Probably I had read the name before, but I first consciously heard about Edward Carpenter when I was trying to organise a symposium Christian anarchism - paradox or paradigm?, some ten years ago. It did not happen, I will not go into that now. Who knows, maybe the time is right, now.

Edward Carpenter perfectly fits the description of a Christian anarchist of about a hundred years ago. Here you can read his Pagan and Christian creeds: their origin and meaning, online. Tolstoy refers to him as being one of the noblest of souls.

And he was gay, in the sense this word is now being used. (At the time there were other words).

I get a feeling of annoyance, of boredom, of utter disrepect of all kinds of identity politics academics, especially of the trotskyite brand.
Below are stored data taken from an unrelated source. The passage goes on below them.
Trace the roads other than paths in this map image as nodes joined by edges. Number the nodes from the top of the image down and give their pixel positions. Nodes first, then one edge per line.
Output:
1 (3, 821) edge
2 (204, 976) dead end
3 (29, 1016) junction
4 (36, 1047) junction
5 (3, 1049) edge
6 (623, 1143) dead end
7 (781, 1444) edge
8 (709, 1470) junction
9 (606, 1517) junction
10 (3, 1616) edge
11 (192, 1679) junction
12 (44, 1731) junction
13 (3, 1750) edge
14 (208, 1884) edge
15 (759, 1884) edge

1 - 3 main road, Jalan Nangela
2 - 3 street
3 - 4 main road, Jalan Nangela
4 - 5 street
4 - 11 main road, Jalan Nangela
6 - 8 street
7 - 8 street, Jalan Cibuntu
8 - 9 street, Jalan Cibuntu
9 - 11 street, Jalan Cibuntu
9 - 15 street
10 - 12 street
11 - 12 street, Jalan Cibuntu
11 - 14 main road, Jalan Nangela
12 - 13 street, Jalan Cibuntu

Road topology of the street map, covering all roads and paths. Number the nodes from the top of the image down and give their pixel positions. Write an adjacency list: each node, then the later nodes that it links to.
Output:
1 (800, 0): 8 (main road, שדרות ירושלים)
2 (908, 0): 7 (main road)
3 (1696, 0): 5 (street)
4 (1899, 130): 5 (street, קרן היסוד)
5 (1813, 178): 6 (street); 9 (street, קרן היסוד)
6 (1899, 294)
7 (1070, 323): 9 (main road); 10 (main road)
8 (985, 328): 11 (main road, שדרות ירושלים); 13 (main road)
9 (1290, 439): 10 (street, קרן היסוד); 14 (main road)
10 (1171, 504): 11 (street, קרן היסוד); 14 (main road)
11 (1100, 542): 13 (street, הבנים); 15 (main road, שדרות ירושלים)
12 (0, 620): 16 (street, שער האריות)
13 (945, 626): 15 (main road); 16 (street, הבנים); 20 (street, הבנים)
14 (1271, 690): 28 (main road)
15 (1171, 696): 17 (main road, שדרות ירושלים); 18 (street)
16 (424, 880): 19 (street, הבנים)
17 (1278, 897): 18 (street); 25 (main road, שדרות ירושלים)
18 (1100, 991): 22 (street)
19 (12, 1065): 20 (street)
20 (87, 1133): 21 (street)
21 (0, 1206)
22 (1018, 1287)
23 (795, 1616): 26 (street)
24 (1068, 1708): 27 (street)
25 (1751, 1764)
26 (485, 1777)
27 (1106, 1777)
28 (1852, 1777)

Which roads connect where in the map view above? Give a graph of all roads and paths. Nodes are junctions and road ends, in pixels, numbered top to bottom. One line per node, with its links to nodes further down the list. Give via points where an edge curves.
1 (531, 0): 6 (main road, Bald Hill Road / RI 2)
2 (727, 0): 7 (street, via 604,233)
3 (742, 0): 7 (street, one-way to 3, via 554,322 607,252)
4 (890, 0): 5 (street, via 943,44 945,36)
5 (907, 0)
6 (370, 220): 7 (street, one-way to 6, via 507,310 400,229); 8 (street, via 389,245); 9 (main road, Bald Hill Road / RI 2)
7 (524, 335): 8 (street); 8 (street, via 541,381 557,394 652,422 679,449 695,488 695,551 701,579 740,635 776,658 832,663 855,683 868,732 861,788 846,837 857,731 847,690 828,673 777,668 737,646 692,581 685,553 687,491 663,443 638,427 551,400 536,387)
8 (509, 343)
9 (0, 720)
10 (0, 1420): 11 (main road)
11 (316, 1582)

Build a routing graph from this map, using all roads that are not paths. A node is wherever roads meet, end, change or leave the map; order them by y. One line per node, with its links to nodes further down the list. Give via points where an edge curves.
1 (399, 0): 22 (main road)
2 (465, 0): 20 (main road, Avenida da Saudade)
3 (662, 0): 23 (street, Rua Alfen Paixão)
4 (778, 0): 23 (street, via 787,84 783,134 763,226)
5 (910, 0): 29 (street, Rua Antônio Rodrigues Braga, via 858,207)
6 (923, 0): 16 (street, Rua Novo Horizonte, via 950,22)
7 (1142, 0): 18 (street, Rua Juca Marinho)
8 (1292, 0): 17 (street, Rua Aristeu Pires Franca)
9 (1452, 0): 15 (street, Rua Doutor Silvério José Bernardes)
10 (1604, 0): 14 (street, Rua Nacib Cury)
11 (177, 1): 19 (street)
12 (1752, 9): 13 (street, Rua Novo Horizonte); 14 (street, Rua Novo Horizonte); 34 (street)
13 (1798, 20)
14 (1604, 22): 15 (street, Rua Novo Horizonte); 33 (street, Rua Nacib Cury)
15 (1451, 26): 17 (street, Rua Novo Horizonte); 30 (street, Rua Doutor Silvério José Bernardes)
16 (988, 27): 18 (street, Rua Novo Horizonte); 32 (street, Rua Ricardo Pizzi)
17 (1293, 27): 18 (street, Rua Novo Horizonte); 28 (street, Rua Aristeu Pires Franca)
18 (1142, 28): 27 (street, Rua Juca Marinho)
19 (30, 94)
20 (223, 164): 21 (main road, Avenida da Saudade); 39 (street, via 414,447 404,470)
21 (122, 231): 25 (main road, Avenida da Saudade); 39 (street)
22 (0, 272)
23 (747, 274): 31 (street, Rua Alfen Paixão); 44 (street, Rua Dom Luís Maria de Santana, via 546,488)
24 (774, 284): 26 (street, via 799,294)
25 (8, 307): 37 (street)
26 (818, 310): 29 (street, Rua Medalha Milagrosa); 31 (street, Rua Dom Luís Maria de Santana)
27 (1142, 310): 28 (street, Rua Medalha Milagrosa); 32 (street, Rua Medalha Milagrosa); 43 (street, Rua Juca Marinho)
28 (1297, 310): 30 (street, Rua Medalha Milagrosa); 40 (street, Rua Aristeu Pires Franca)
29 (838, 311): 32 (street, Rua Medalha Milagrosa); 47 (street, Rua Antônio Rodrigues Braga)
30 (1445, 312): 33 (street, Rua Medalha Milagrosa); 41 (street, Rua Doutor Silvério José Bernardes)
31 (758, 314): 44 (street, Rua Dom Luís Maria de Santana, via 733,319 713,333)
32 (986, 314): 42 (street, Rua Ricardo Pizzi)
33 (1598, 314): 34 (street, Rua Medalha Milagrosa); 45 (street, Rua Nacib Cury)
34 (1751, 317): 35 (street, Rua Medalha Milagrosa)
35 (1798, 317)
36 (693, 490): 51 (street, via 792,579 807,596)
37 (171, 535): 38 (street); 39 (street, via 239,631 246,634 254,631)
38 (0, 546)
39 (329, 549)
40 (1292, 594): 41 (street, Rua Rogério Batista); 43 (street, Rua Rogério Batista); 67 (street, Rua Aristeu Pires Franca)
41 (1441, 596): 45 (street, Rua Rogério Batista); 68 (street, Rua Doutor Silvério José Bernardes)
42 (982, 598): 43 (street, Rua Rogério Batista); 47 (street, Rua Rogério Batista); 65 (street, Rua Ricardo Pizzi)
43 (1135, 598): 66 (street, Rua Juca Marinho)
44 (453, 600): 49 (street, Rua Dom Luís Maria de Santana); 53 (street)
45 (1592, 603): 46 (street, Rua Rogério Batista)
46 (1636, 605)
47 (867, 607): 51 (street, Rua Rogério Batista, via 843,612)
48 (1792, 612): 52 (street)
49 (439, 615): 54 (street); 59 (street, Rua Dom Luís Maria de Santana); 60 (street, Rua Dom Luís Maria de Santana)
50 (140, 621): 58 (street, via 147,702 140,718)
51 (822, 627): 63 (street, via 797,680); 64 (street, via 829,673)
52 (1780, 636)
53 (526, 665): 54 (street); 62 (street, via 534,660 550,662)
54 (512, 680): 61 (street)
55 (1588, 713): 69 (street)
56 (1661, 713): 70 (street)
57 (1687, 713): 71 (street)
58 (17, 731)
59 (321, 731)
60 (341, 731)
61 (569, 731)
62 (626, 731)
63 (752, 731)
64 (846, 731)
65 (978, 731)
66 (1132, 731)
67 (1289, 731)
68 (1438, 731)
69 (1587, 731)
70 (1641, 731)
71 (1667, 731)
I read about a biography, Edward Carpenter: A Life of Liberty and Love, written by Sheila Rowbotham, and I fear.
I have read one book of this author. The first chapter had a title with this word in it: tobagganing. The question she asked: do I like that?
I don't know, and frankly I don't want to know. I am still not willing to pick up a dictionary to see what this may be all about. Spare me words I don't know in your language which as far as I can see are in no way relevant to the subject.

I have doubts and fear about this biography.
You see: Edward Carpenter was gay.
Do you really feel the depth and the importance of this communication?
He was GAY.
So he was not Straight.
He was GAY.
Amaaaazing, innit. He was GAY.
He apparently did not practise, perfectly along the tolstoyan lines, but woman! he was GAY!
How utterly interesting. A GAY man, a hundred years ago.

If anyone knows this book and is willing to chase away my doubts and fear, please let me know.

A few years ago someone took the immense trouble to write a book about Dutch religious anarchist/socialist Clara Meijer-Wichmann. Actually, she was not all that Dutch, but she lived and worked in the Netherlands, and nationality or background do not matter, do they?
Perhaps they do for identity politics types.
She was married to a conscientious objector, Jo Meijer, whose name she proudly wore.
That cannot be right! She is supposed to be a feminist! (Just like Emma Goldman she was not keen about feminism. Does not matter for the identity crowd).
And so the identity crowd robs her of this name, leaving the hateful Wichmann - her brother was the founder of Dutch fascism but she did not live to see that - serves her right.
She died giving birth to a child, as a Dutch Mary Wollstonecraft.
She was a brilliant jurist and sociologist. And a religious anarchist, as I said, founder of the Abolitionist Movement in NL, and so much more.

But for the identity crowd only one thing turned out to be interesting or important.
She was a WOMAN.
Incredible, heh - a WOMAN.
A lawyer and a sociologist - would you believe: a WOMAN.
Do you realise?
A W-O-M-A-N! Woman!
WOOOOMAAAAN!

With friends like the identity crowd nobody needs an enemy.

By the way - have you heard that Special Detail about the President of the United States of America?
Is not it just as lovely as that Prime Minister of the eighties?